TASK - Every line of the data needs to be returned exactly.
Segment Start: SUPPLIED ENTRIES
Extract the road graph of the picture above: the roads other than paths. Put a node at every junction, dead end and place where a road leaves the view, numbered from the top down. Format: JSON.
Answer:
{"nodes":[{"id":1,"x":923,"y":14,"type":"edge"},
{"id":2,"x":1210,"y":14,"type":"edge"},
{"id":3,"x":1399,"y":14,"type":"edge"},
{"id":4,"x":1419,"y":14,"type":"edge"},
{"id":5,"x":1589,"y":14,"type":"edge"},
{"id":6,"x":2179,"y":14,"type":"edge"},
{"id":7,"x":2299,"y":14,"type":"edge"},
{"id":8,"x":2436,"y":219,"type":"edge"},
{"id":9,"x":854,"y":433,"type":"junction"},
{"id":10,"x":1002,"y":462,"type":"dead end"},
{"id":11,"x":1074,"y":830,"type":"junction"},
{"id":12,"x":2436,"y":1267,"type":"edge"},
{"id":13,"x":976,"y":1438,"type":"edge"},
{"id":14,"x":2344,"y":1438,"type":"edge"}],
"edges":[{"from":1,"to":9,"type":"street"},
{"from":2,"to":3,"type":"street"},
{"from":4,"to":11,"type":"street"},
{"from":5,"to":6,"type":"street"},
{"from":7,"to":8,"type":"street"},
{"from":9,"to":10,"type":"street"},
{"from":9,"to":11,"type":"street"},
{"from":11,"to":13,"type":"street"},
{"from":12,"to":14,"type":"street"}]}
Segment End: SUPPLIED ENTRIES
ANSWER SPACE -
Extract the road graph of the picture above: the roads other than paths. Put a node at every junction, dead end and place where a road leaves the view, numbered from the top down. Format: JSON.
Answer:
{"nodes":[{"id":1,"x":923,"y":14,"type":"edge"},
{"id":2,"x":1210,"y":14,"type":"edge"},
{"id":3,"x":1399,"y":14,"type":"edge"},
{"id":4,"x":1419,"y":14,"type":"edge"},
{"id":5,"x":1589,"y":14,"type":"edge"},
{"id":6,"x":2179,"y":14,"type":"edge"},
{"id":7,"x":2299,"y":14,"type":"edge"},
{"id":8,"x":2436,"y":219,"type":"edge"},
{"id":9,"x":854,"y":433,"type":"junction"},
{"id":10,"x":1002,"y":462,"type":"dead end"},
{"id":11,"x":1074,"y":830,"type":"junction"},
{"id":12,"x":2436,"y":1267,"type":"edge"},
{"id":13,"x":976,"y":1438,"type":"edge"},
{"id":14,"x":2344,"y":1438,"type":"edge"}],
"edges":[{"from":1,"to":9,"type":"street"},
{"from":2,"to":3,"type":"street"},
{"from":4,"to":11,"type":"street"},
{"from":5,"to":6,"type":"street"},
{"from":7,"to":8,"type":"street"},
{"from":9,"to":10,"type":"street"},
{"from":9,"to":11,"type":"street"},
{"from":11,"to":13,"type":"street"},
{"from":12,"to":14,"type":"street"}]}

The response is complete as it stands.